Given information:
——

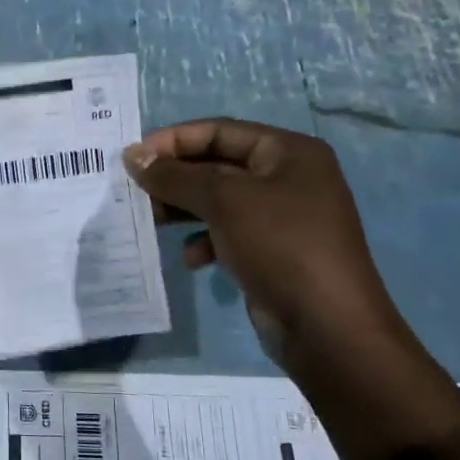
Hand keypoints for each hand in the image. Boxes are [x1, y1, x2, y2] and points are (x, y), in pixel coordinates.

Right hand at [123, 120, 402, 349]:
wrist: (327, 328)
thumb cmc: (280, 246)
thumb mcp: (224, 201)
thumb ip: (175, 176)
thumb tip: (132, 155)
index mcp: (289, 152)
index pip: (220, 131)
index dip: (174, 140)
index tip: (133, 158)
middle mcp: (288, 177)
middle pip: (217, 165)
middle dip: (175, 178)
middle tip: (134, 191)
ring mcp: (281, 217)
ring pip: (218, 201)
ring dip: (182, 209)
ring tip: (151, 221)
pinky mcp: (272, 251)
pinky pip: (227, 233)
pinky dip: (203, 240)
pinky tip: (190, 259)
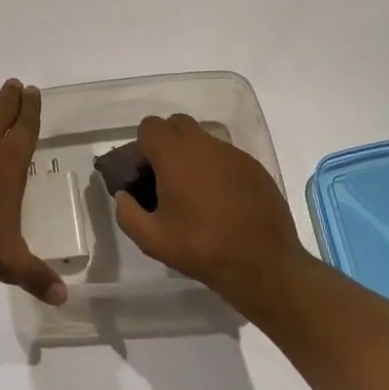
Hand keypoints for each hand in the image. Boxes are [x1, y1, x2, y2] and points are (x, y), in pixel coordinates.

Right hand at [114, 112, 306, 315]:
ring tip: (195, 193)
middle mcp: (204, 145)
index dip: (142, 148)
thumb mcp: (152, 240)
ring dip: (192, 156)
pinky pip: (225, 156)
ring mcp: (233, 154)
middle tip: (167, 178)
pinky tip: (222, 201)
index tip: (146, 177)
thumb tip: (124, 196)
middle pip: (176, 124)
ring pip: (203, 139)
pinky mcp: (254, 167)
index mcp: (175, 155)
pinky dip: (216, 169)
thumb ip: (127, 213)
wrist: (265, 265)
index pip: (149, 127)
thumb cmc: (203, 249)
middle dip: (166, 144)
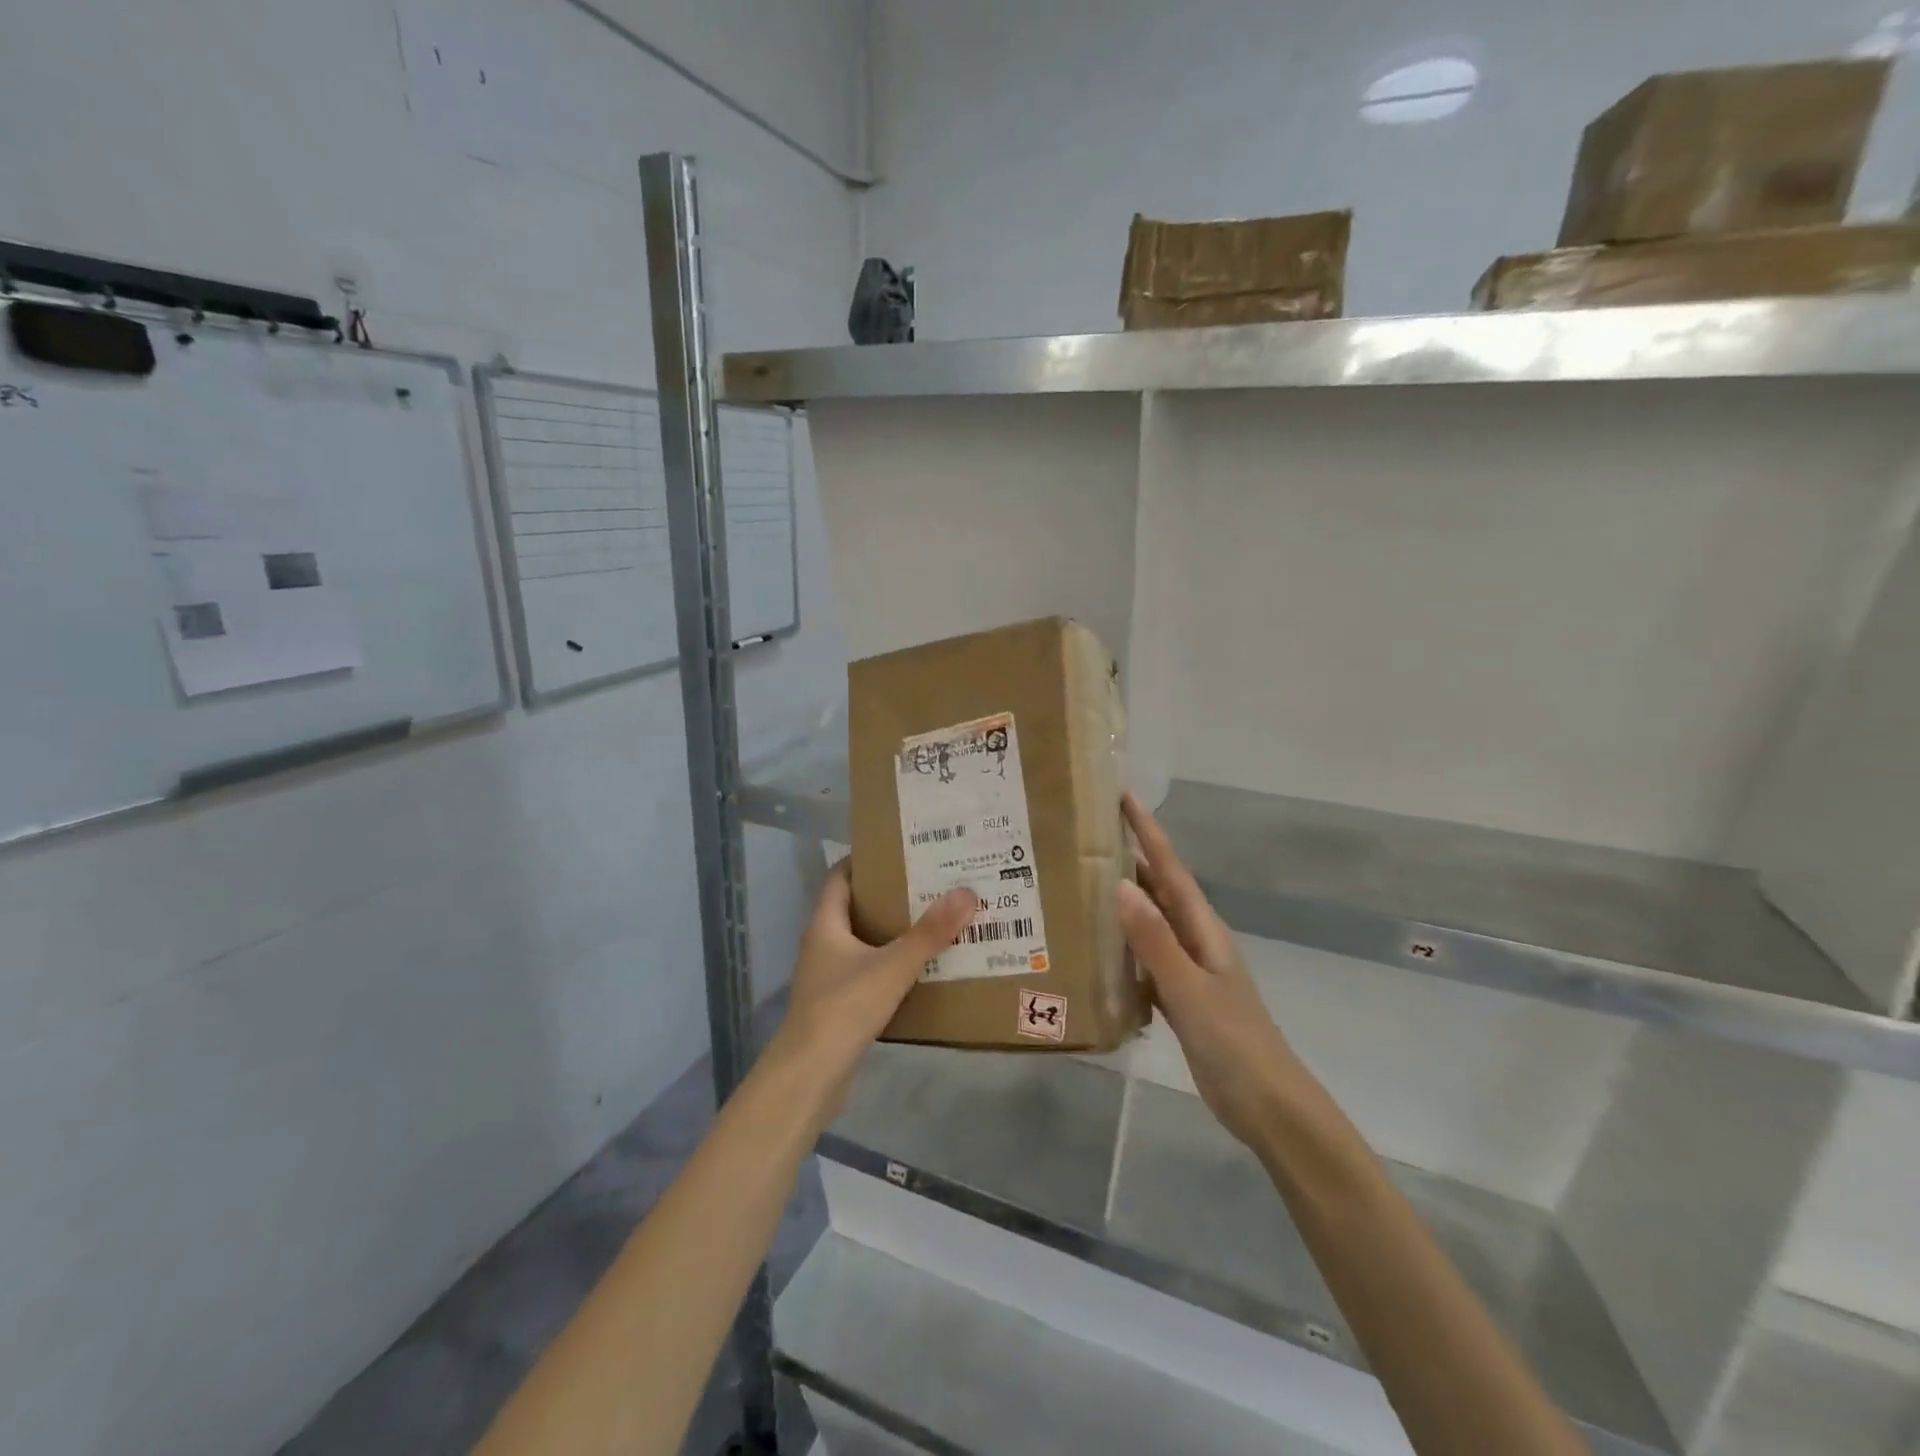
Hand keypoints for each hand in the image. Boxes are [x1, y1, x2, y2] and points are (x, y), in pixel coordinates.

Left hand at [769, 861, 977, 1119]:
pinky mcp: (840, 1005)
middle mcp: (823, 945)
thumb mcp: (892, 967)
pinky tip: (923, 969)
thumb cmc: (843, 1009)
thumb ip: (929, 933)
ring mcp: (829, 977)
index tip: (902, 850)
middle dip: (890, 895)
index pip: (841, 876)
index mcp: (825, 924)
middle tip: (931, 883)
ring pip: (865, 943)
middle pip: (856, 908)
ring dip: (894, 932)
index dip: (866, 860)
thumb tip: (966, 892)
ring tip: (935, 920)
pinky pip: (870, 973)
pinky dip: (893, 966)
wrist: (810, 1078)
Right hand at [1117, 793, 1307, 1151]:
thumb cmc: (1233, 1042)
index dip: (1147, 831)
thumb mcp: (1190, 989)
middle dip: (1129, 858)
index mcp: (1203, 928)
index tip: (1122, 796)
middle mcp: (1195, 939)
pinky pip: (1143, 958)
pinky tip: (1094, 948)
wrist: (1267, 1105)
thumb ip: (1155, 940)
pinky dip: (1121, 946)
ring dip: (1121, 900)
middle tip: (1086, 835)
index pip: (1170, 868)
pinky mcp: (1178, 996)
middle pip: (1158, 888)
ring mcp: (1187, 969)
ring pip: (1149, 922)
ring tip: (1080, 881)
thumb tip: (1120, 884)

——

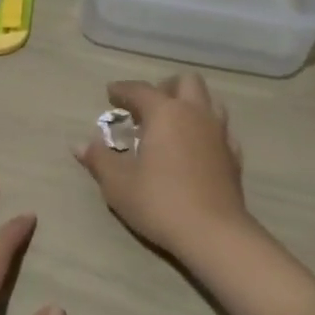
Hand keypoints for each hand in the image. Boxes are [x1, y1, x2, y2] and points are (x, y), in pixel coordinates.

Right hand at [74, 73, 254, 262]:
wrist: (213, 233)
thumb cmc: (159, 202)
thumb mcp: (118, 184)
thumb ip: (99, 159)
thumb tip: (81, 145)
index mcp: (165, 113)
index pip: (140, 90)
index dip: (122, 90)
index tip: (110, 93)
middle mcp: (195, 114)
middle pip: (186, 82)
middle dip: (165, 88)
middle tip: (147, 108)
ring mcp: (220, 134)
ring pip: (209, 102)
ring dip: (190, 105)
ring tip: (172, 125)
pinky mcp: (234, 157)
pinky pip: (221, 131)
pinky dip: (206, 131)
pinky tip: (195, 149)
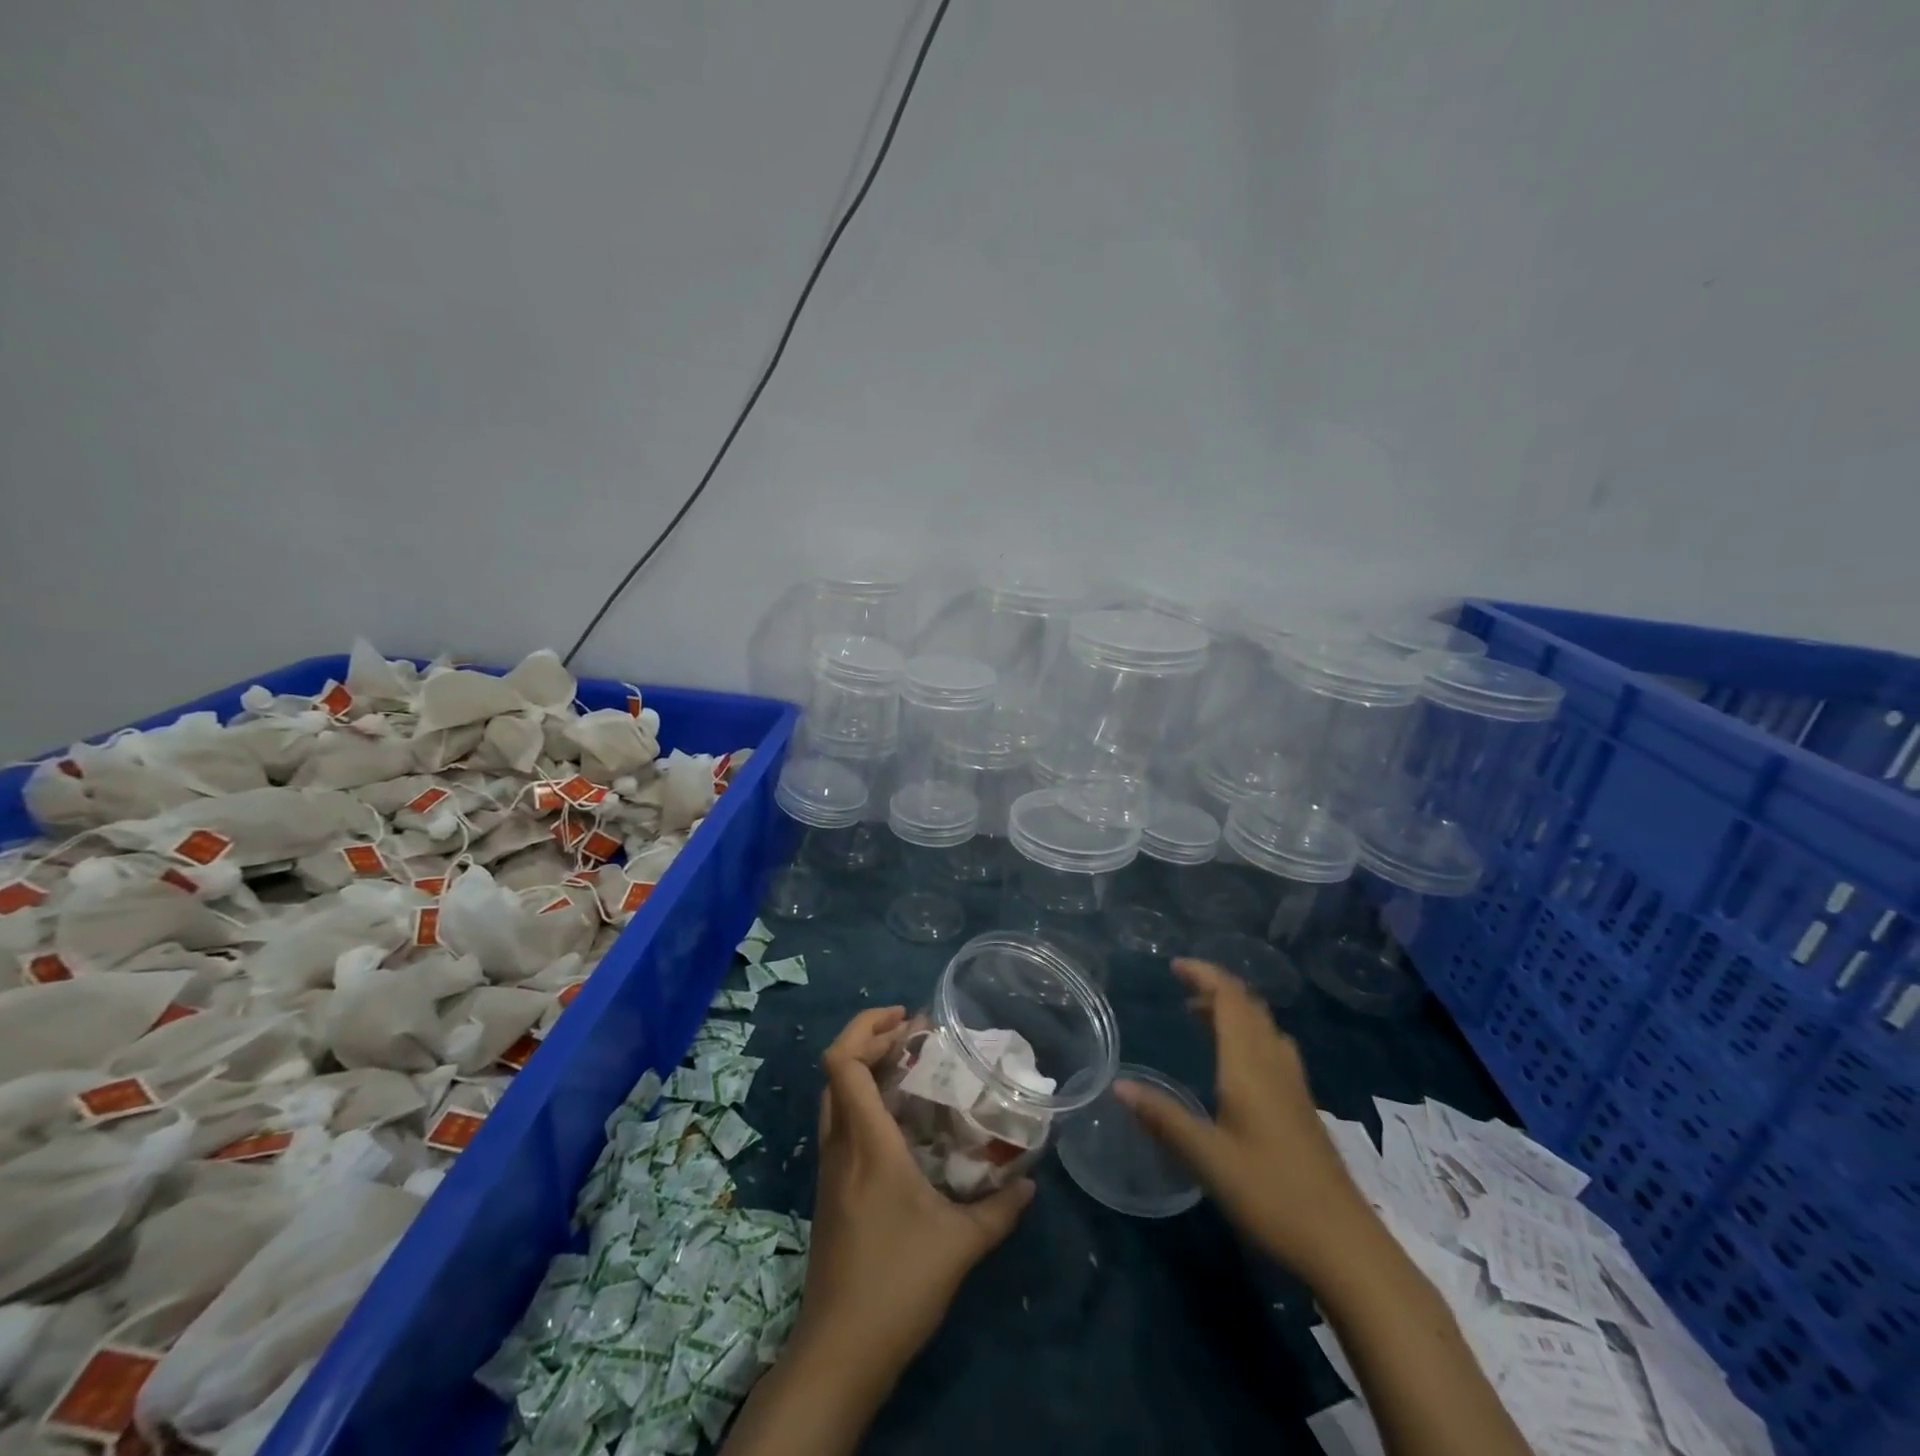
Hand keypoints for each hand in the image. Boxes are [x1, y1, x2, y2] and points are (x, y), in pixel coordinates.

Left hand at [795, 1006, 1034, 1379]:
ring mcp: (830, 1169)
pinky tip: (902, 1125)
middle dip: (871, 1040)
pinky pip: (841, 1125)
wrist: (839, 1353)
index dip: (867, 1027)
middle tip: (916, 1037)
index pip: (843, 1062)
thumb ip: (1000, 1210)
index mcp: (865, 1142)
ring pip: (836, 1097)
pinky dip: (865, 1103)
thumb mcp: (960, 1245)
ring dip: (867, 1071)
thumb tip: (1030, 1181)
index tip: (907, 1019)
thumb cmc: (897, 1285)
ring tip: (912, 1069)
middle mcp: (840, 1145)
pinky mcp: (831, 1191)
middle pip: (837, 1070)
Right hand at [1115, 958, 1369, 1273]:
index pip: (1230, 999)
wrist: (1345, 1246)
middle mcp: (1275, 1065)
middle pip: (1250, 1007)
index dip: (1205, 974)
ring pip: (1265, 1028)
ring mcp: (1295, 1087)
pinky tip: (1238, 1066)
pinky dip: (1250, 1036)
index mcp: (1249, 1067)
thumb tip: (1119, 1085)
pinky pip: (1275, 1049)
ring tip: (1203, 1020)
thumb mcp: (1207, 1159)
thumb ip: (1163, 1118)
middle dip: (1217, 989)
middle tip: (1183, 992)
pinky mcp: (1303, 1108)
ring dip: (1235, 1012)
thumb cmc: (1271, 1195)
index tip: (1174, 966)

——

Your objective: Once you have found every line in the listing that holds the string "wrist", copy each of them.

Exercise answer:
wrist: (327, 328)
wrist: (265, 265)
wrist: (810, 1078)
wrist: (1267, 1105)
wrist: (213, 233)
wrist: (839, 1353)
wrist: (1345, 1246)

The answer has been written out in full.